Interestingly, the United States hadn’t been keen to re-establish permanent bases in the Philippines at all. Washington continually stressed its need for a pact that would enable U.S. troops to rotate through the Philippines to maintain a persistent but intermittent presence, and also to assist Manila in dealing with humanitarian crises and capacity building. The arrangement seemed eminently in the Philippines’ interests, and yet it took more than two years to come through.
This does not mean America’s new military facilities in Philippines are any less potent than its erstwhile permanent bases in the country. The American navy today can carry out roughly the same kinds of peace time missions in the South China Sea littorals as it could earlier with its permanent bases, including training and capacity building, area patrols, aerial surveys, and fleet exercises. But its new agreements also empower its partners in ways that weren’t possible earlier – in particular the flexibility to call upon the United States to provide critical military assistance in the event of a crisis. In effect, it enables the achievement of a set of strategic objectives for Washington and its Asian partners.
China’s ‘Dual Use’ Places
The United States, however, is not the only country to depend on military logistics pacts to achieve its broader strategic objectives. Increasingly, China is resorting to the same means. The PLA’s logistical base at Djibouti doesn’t just provide support for China’s anti-piracy missions, but also enables a year-round naval presence in the Indian Ocean. What is more, China’s recent commercial facilities in the Indian Ocean Region seem more in the nature of dual-use bases, which can quickly be upgraded to medium-grade military facilities in the event of a regional crisis.
New Delhi must come to terms with the fact that LEMOA’s utility lies in facilitating greater U.S.-India operational coordination in Asia. Notwithstanding Parrikar’s assurances, closer maritime interaction between India and the United States will increasingly involve operational access to each other’s bases for strategic purposes. This does not mean LEMOA promotes American geopolitical interests at India’s expense. If anything, the pact empowers the Indian Navy to expand its own presence operations in the Indo-Pacific region. It is an aspiration that the navy professed to recently when it released a map for public viewing that showed Indian naval deployments over the past 12 months, spread wide across the Indian Ocean and the Pacific region.

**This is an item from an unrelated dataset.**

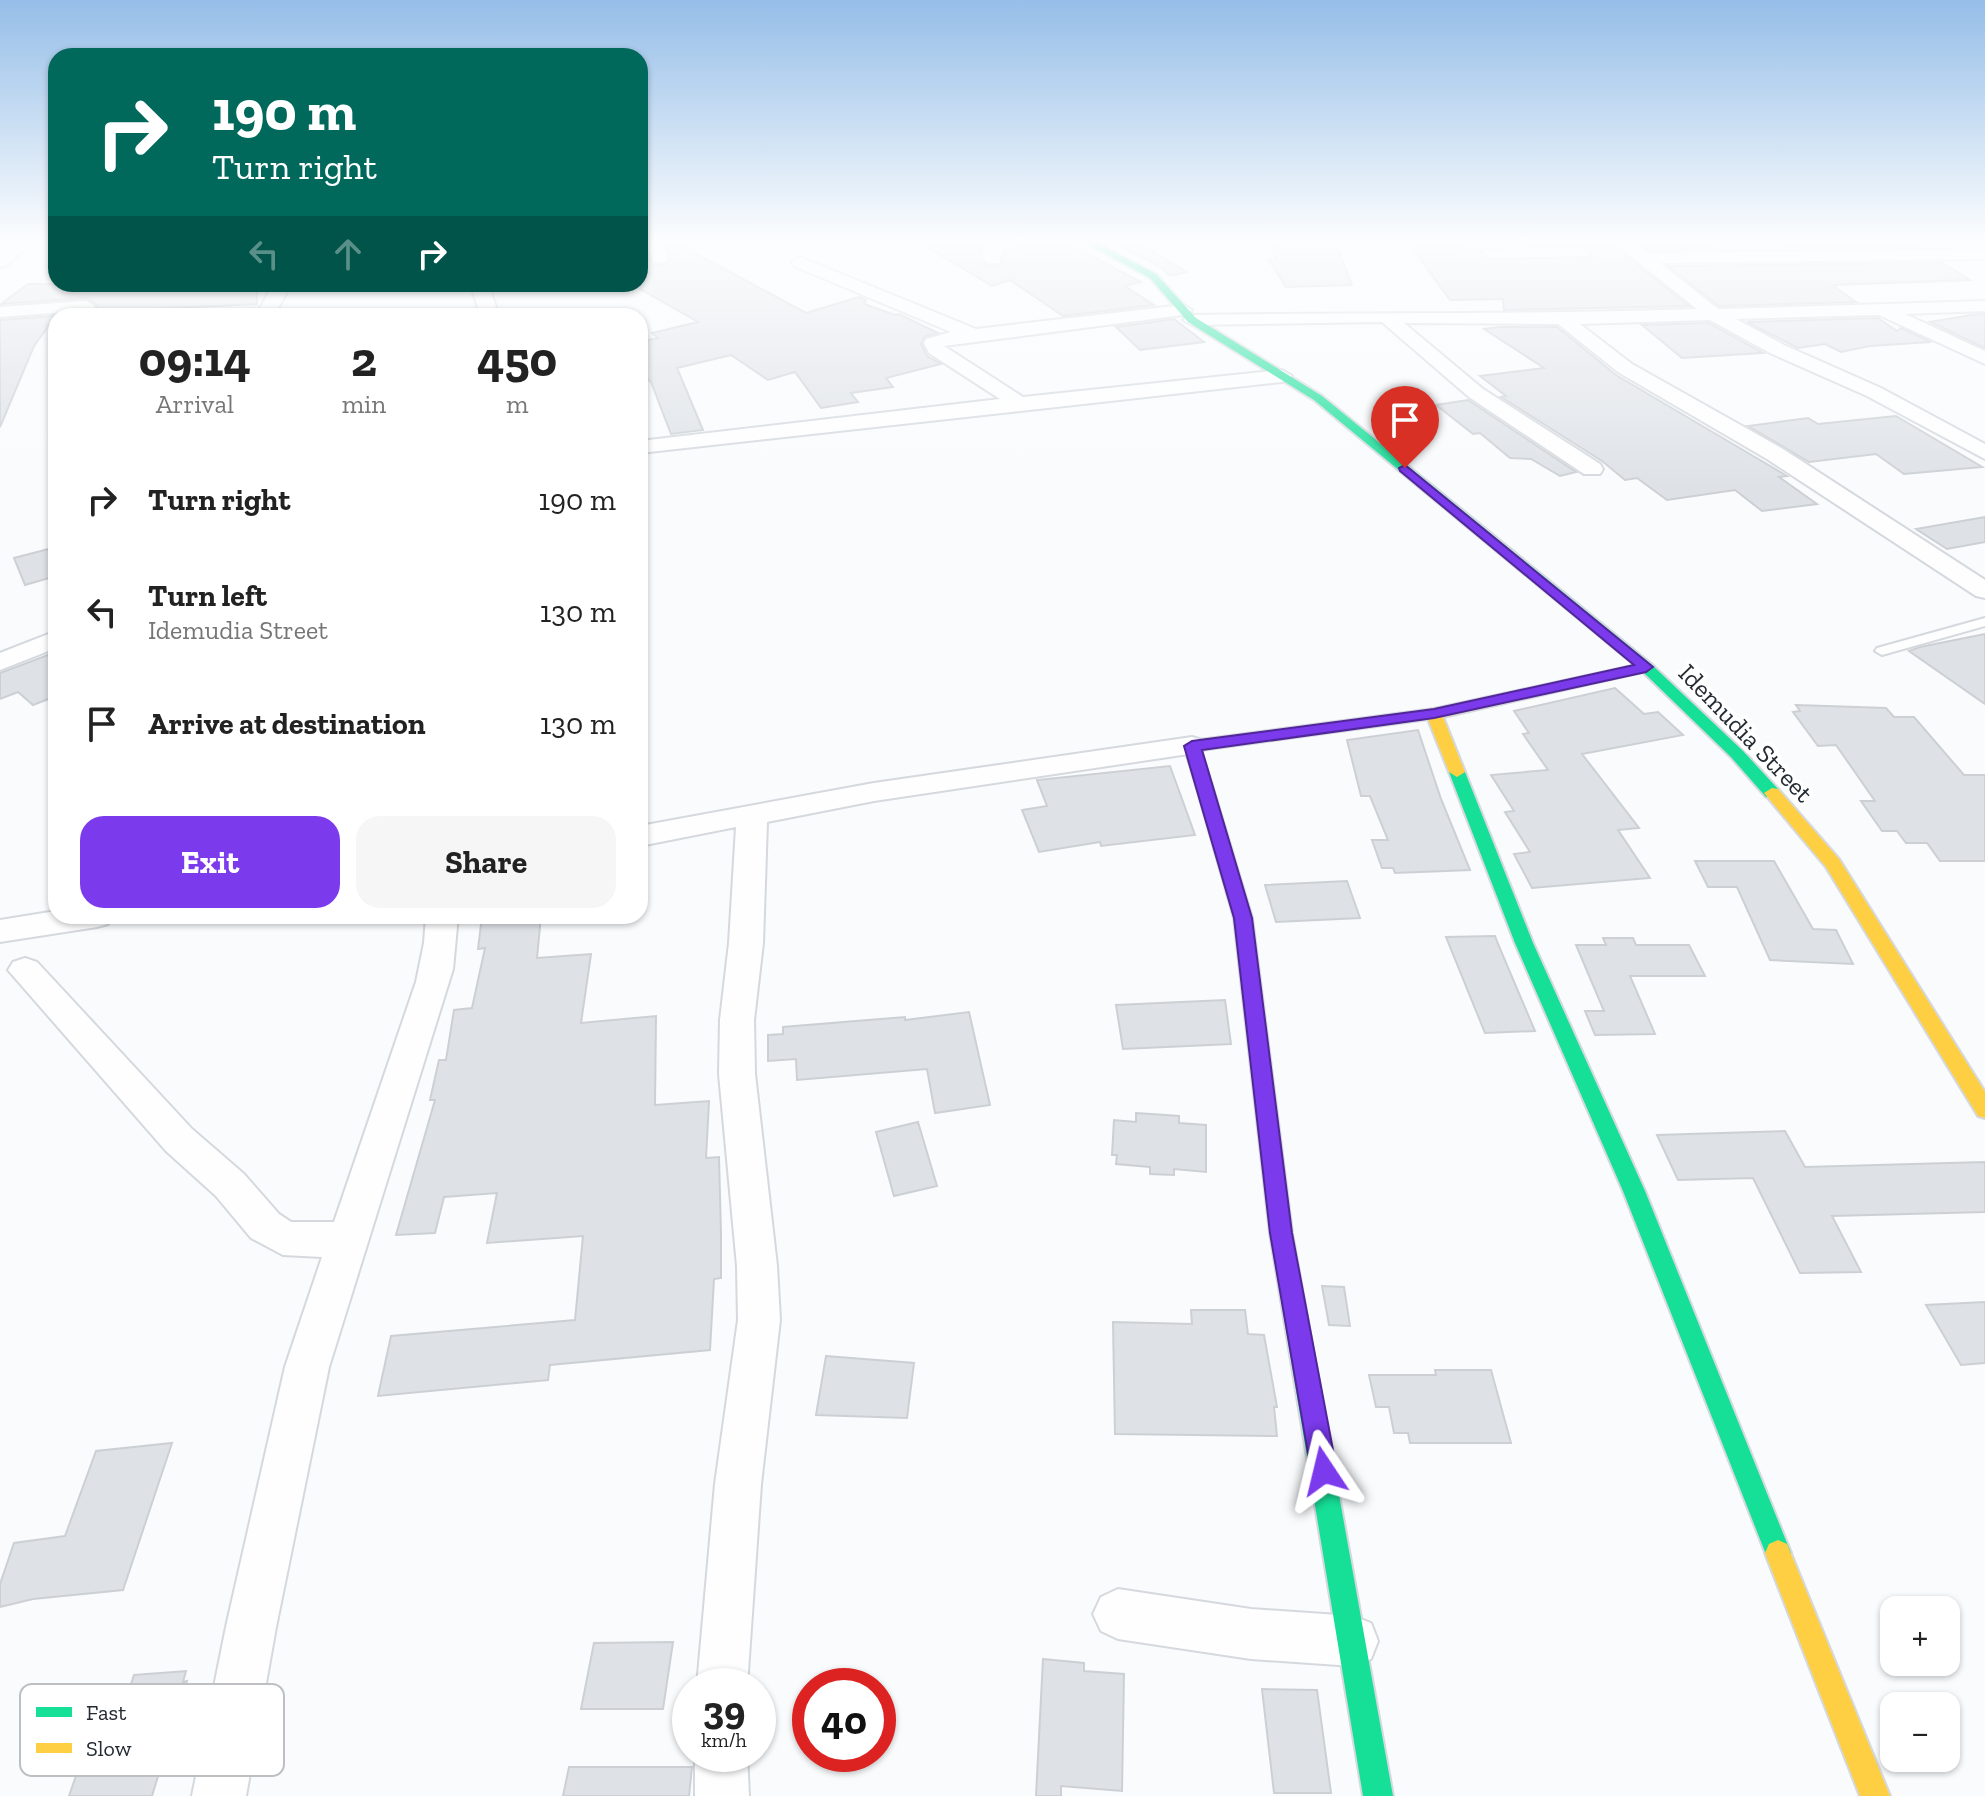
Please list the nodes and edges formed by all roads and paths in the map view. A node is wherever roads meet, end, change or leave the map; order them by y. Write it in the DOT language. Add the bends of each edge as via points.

For the Indian navy, which has been looking to burnish its credentials as an Indo-Pacific entity, and a pan-regional security provider, this is an opportunity to establish a sustained Pacific presence. By working in close coordination with the United States and other Pacific powers, India could play a key role in establishing a fair, open and balanced maritime security architecture.
Abhijit Singh is a Senior Fellow at the Observer Research Foundation where he heads the Maritime Security Initiative.